The screenshot below shows the properties of an image file that was uploaded to a Viya folder using SAS Drive. You can see the filename, the URI (including the ID) and the location in the folder structure.

For files that are surfaced in folders, we can manage the files (view, copy, move, delete etc.) using SAS Environment Manager Content area, SAS Drive or the Folders command line interface. To learn more, watch this video from the SAS Technical Insights and Expertise Series.

However, many system generated files are managed by the file service and stored in the infrastructure data server, but are not accessible from the folders interfaces. A good example of system generated files that an administrator may need to manage are logs.
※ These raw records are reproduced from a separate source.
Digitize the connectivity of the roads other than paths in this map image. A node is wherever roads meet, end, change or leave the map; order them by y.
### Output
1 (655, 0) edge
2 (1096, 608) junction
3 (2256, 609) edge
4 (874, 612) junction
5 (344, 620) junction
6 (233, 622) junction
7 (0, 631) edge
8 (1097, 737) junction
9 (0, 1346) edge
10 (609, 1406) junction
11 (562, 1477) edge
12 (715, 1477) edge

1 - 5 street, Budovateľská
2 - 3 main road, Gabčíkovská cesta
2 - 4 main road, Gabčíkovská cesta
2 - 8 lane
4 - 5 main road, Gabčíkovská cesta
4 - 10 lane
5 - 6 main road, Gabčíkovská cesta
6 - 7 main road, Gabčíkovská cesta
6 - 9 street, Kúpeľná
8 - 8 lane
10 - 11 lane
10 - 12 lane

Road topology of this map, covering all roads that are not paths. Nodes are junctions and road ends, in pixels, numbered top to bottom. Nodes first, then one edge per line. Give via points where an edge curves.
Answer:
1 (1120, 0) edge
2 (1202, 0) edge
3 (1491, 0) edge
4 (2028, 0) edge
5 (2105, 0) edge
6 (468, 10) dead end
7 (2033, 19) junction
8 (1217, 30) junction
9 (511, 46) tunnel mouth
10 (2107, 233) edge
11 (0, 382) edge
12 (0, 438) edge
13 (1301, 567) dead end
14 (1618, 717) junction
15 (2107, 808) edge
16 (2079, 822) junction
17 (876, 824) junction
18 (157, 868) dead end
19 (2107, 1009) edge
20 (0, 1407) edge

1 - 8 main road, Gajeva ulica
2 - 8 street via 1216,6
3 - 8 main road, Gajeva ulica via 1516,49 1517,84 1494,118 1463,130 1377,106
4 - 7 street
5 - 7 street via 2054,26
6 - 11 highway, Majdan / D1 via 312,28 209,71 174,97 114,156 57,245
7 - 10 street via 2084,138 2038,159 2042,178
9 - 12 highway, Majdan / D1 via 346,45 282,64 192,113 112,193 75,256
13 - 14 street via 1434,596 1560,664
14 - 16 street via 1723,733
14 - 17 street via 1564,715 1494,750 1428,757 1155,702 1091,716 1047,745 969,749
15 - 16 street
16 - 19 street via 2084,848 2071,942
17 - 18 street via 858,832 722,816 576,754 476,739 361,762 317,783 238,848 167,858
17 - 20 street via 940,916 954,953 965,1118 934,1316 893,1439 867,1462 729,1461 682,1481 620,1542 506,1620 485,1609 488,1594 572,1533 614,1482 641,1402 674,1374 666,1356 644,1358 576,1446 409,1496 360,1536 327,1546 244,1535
Many times when processing in Viya, logs are created and stored in the infrastructure data server. For example, when CAS table state management jobs, data plans, file imports, model or scoring processes are executed, a log is generated and stored by the file service.
How do we manage these files? While the files generated are mostly small in size, a large active Viya system with a long history will need management of the log and other files stored in the infrastructure data server.

One way we can access these files is using the REST API of the file service.

You can use your favorite tool to access the REST API. In this blog, I will use the GEL pyviyatools, initially the basic callrestapi tool. For more details on the pyviyatools, read this blog or go directly to the SAS GitHub site.

To get a list of all files are stored in the infrastructure data server send a GET request to the /files/files endpoint of the files service.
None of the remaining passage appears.